Mlliyet Milliyet Blog Milliyet Blog
 
Facebook Connect
Blog Kategorileri
 

21 Aralık '10

 
Kategori
Siyaset
 

Wikileaks...

Son haftalarda dünyada başka birşey konuşulmaz oldu. Bütün medya organlarının ele aldığı tek konu Wikileaks. İsveç merkezli uluslararası bir organizasyonun bu denli dünya gündemini meşgul etmesinin sebebi nedir? ABD Dışişleri Bakanlığı'nın gizli belgelerine ulaştığını ve bunları yayınlayacağını söylediğinde koparttığı gürültünün onlarca katını bu belgeleri yayınladığında koparttı. Daha yayınlamadığı birçok belge olduğunu da söyleyerek…

Öncelikle belgelerin içeriklerinin incelenmesinden daha önemli birkaç hususa değinmekte fayda var. Bir kere ABD gibi tek kutuplu dünyanın hegemon gücü olan bir devletin, bir internet organizasyonundan bile saklayamayacağı belgeleri olmasını, bilişim çağında görülmesi çok da abes olmayan bir bilgi hırsızlığıyla mı açıklamak lazım, yoksa ABD gibi -tek kutuplu dünyanın hegemon gücü olmasının yanında- uzun vadeli ve sistemli planlamalar içinde olan bir devletin en son manevrası olarak mı okumak lazım? Benim şahsi kanaatim bu belge "sızıntıları"nın bir internet hırsızlığı olmadığı yönünde. Dışişleri gibi, bir devletin en gizli olan ve belgelerinin diğer devletlerin eline geçmesini engellemek için yüzyıllardır akıl almaz önlemler alınan bir kurumun "gizli", "çok gizli" vb bilgilerinin bir internet aktivisti tarafından çalınmış olması çok da rasyonel durmuyor açıkçası.
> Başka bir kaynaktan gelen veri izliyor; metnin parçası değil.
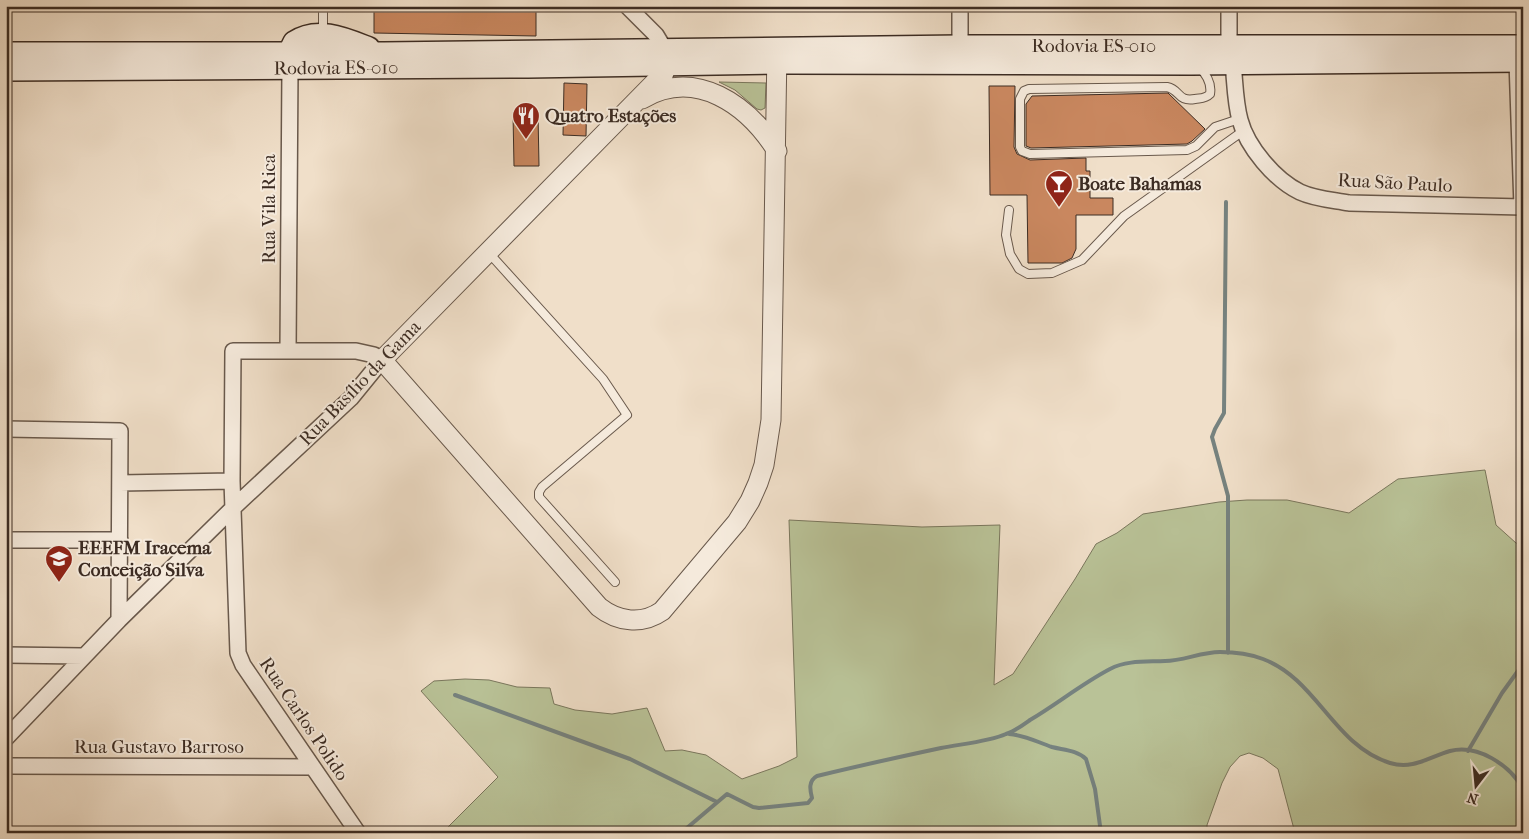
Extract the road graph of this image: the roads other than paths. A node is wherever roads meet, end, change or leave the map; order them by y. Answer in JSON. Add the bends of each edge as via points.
{"nodes":[{"id":1,"x":323,"y":6,"type":"edge"},
{"id":2,"x":627,"y":6,"type":"edge"},
{"id":3,"x":960,"y":6,"type":"edge"},
{"id":4,"x":1229,"y":6,"type":"edge"},
{"id":5,"x":323,"y":34,"type":"junction"},
{"id":6,"x":960,"y":46,"type":"junction"},
{"id":7,"x":1521,"y":51,"type":"edge"},
{"id":8,"x":6,"y":53,"type":"edge"},
{"id":9,"x":384,"y":53,"type":"junction"},
{"id":10,"x":1231,"y":54,"type":"junction"},
{"id":11,"x":777,"y":55,"type":"junction"},
{"id":12,"x":666,"y":58,"type":"junction"},
{"id":13,"x":289,"y":60,"type":"junction"},
{"id":14,"x":1191,"y":64,"type":"junction"},
{"id":15,"x":6,"y":70,"type":"edge"},
{"id":16,"x":634,"y":103,"type":"junction"},
{"id":17,"x":1241,"y":125,"type":"junction"},
{"id":18,"x":777,"y":150,"type":"junction"},
{"id":19,"x":1522,"y":207,"type":"edge"},
{"id":20,"x":1008,"y":210,"type":"dead end"},
{"id":21,"x":488,"y":252,"type":"junction"},
{"id":22,"x":288,"y":351,"type":"junction"},
{"id":23,"x":382,"y":360,"type":"junction"},
{"id":24,"x":6,"y":429,"type":"edge"},
{"id":25,"x":232,"y":481,"type":"junction"},
{"id":26,"x":120,"y":483,"type":"junction"},
{"id":27,"x":234,"y":508,"type":"junction"},
{"id":28,"x":6,"y":540,"type":"edge"},
{"id":29,"x":120,"y":540,"type":"junction"},
{"id":30,"x":615,"y":582,"type":"dead end"},
{"id":31,"x":120,"y":620,"type":"junction"},
{"id":32,"x":6,"y":655,"type":"edge"},
{"id":33,"x":83,"y":656,"type":"junction"},
{"id":34,"x":6,"y":738,"type":"edge"},
{"id":35,"x":6,"y":766,"type":"edge"},
{"id":36,"x":312,"y":767,"type":"junction"},
{"id":37,"x":358,"y":833,"type":"edge"}],
"edges":[{"from":1,"to":5,"type":"lane"},
{"from":2,"to":12,"type":"street","via":[[656,35]]},
{"from":3,"to":6,"type":"street"},
{"from":4,"to":10,"type":"street","name":"Rua São Paulo"},
{"from":5,"to":9,"type":"main road"},
{"from":5,"to":13,"type":"main road","via":[[298,39],[291,46]]},
{"from":6,"to":10,"type":"main road","name":"Rodovia ES-010"},
{"from":6,"to":11,"type":"main road","name":"Rodovia ES-010"},
{"from":7,"to":10,"type":"main road","name":"Rodovia ES-010"},
{"from":7,"to":19,"type":"street"},
{"from":8,"to":13,"type":"main road","name":"Rodovia ES-010"},
{"from":9,"to":12,"type":"main road","name":"Rodovia ES-010"},
{"from":9,"to":13,"type":"main road","name":"Rodovia ES-010"},
{"from":10,"to":14,"type":"main road","name":"Rodovia ES-010"},
{"from":10,"to":17,"type":"street","name":"Rua São Paulo"},
{"from":11,"to":12,"type":"main road","name":"Rodovia ES-010"},
{"from":11,"to":14,"type":"main road","name":"Rodovia ES-010"},
{"from":11,"to":18,"type":"street"},
{"from":12,"to":13,"type":"main road","name":"Rodovia ES-010"},
{"from":12,"to":16,"type":"street","name":"Rua Basílio da Gama","via":[[664,73]]},
{"from":13,"to":15,"type":"main road","name":"Rodovia ES-010"},
{"from":13,"to":22,"type":"street","name":"Rua Vila Rica"},
{"from":14,"to":17,"type":"lane","via":[[1208,77],[1211,90],[1207,98],[1189,101],[1167,88],[1024,91],[1020,99],[1020,147],[1030,154],[1187,150],[1196,146],[1215,127]]},
{"from":16,"to":18,"type":"street","via":[[667,89],[690,88],[713,93],[747,113]]},
{"from":16,"to":21,"type":"street","name":"Rua Basílio da Gama"},
{"from":17,"to":19,"type":"street","name":"Rua São Paulo","via":[[1258,156],[1284,182],[1300,192],[1322,199],[1349,203]]},
{"from":17,"to":20,"type":"lane","via":[[1124,216],[1082,260],[1052,273],[1028,274],[1018,269],[1010,254],[1006,235]]},
{"from":18,"to":23,"type":"street","via":[[772,420],[764,465],[750,501],[737,522],[655,616],[627,620],[599,607]]},
{"from":21,"to":23,"type":"street","name":"Rua Basílio da Gama"},
{"from":21,"to":30,"type":"lane","via":[[602,379],[628,416],[539,492],[539,497]]},
{"from":22,"to":23,"type":"street","via":[[356,351]]},
{"from":22,"to":25,"type":"street","name":"Rua Carlos Polido","via":[[233,351]]},
{"from":23,"to":27,"type":"street","name":"Rua Basílio da Gama","via":[[351,398]]},
{"from":24,"to":26,"type":"street","via":[[120,431]]},
{"from":25,"to":26,"type":"street"},
{"from":25,"to":27,"type":"street","name":"Rua Carlos Polido"},
{"from":26,"to":29,"type":"street"},
{"from":27,"to":31,"type":"street","name":"Rua Basílio da Gama"},
{"from":27,"to":36,"type":"street","name":"Rua Carlos Polido","via":[[238,654]]},
{"from":28,"to":29,"type":"street"},
{"from":29,"to":31,"type":"street"},
{"from":31,"to":33,"type":"street","name":"Rua Basílio da Gama"},
{"from":32,"to":33,"type":"street"},
{"from":33,"to":34,"type":"street","name":"Rua Basílio da Gama"},
{"from":35,"to":36,"type":"street","name":"Rua Gustavo Barroso"},
{"from":36,"to":37,"type":"street","name":"Rua Carlos Polido"}]}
Klasik ABD dışişleri geleneğinden hareketle tüm yaşananların ve ifşa edilen belgelerin bilinçli ve planlanan bir manipülasyonun ilk aşamaları olduğu akla daha yatkın durmaktadır. Tek kutuplu dünyada tek rakibi uluslararası kamuoyu olan bir devletin daha önceki manevralarında da görüldüğü üzere, bir harekete girişmeden önce ikna etmesi gereken bir devlet ya da uluslararası organizasyon değildir.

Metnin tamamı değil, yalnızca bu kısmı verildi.